Ajvar should be cooked for hours. Stir often so it doesn’t burn. You can test if it’s done by placing a small amount onto a plate. If there is liquid dropping when you turn the plate, it should be cooked more.

Ajvar, preparation

This is the texture after two hours of cooking.

Ajvar, preparation

When it’s nearly done, you should start heating the jars. On wooden stove, place them on the part that is farthest from the heat source. Jars need to be preheated so they don’t crack when you pour hot ajvar in them.

Ajvar, preparation

At the very end, season with two handfuls of salt.

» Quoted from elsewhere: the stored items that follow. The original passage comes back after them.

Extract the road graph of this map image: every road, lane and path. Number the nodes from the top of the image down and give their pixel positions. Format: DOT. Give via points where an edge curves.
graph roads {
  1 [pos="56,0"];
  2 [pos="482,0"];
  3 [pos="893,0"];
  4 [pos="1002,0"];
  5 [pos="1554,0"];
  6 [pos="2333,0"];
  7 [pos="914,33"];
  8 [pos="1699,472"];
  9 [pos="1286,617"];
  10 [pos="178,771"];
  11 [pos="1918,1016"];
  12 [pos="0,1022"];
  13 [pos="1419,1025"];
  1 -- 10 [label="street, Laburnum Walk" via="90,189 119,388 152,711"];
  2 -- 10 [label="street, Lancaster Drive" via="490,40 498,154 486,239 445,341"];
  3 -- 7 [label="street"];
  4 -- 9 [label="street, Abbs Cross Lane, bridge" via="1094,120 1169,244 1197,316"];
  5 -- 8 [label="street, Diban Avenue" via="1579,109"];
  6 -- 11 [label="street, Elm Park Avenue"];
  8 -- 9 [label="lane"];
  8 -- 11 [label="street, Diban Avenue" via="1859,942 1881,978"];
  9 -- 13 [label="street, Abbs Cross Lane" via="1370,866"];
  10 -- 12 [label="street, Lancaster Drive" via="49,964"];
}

Taste and add more if you feel like it. Some people also like to put a couple of pressed garlic cloves and a teaspoon of white vinegar. Also, it is often made with a small amount of hot peppers to spice it up.

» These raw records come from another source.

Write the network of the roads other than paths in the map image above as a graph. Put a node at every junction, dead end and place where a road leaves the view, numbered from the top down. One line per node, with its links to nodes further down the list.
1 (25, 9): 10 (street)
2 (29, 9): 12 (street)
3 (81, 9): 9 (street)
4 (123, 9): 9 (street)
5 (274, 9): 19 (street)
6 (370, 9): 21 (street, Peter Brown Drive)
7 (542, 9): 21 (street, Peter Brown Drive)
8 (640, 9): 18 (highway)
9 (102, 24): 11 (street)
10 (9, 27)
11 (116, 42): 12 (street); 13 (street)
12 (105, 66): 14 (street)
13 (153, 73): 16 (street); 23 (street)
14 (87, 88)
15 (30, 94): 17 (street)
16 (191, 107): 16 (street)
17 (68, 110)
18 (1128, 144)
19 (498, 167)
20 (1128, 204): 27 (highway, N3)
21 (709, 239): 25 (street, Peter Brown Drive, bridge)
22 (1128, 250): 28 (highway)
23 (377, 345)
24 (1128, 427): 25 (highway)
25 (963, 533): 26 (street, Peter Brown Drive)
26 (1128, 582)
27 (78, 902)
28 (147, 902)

And just in case, add 5 g of sodium benzoate. This is not necessary but it will help to preserve ajvar during winter.

Ajvar, preparation

Pour finished ajvar into hot jars. Jars should be placed onto some wooden board to prevent the cracking.

Ajvar, preparation

Heat oven to 70°C. Turn it off and then place filled jars inside. Leave it like that overnight.

Day Three

Ajvar, preparation

Heat some oil. Pour on top of each jar. In the old times, people used to melt pork fat and top the jars with that. Before they ate ajvar, they’d discard the fat. When using oil, you can discard it, or stir it into the rest of the ajvar before eating. It should be stored in a dark, cold and dry place and it can last like that the whole season. After you open a jar, you should keep it in the fridge.

Serbian Sandwich

Ajvar is usually eaten as a spread, over a slice of bread. But, really, possibilities are endless.

Ajvar Salad

My father remembers that his grandparents used to make a salad by putting chopped garlic, some oil and white vinegar into ajvar. Tried it today for the first time and it’s delicious!

Note: This is my entry for the first challenge of Project Food Blog by Foodbuzz.


  1. Nista lepse od domaceg ajvara :) Ova fotka pecenih paprika ce me proganjati nocas :)))

  2. Fantastic post! I've had the purchased version of this and loved it, but of course the traditionally made type is sure to be much better. I loved seeing how it's done in your family.

  3. Ajvar is one of my favorite things on earth, but I have never had it homemade. This looks wonderful.

  4. Reading this whole process was so interesting. I wish I could taste it now. And the wooden stove is kind of cool since I've never seen anything like it before.

  5. I love it!!! I've never made it myself, but definitely eat it out of a jar. Great on sandwiches, in pasta, or even added to soups.

  6. Wow… what a beautiful post. The photos capture the process perfectly, and I can practically taste the red pepper from here! I will have to try making ajvar before the summer is over.

  7. Odličan post, Marija! Sada mogu svakoga da uputim na tvoj blog, kad pitaju za ajvar! Malo sam nostalgična, jer nisam tamo sad kad je sezona. Mogu samo da zamislim taj miris, kad se paprika peče u velikim količinama.Da, ta zimska salata od ajvara sa belim lukom je odlična. Moja mama zato nikad nije stavljala beli luk u ajvar, samo so.Baš si me dirnula:)

  8. I bought that thing in a jar, I think it was a Bulgarian import. I loved it. I didn't realize there is so much involved into making this.BTW, I love your blog.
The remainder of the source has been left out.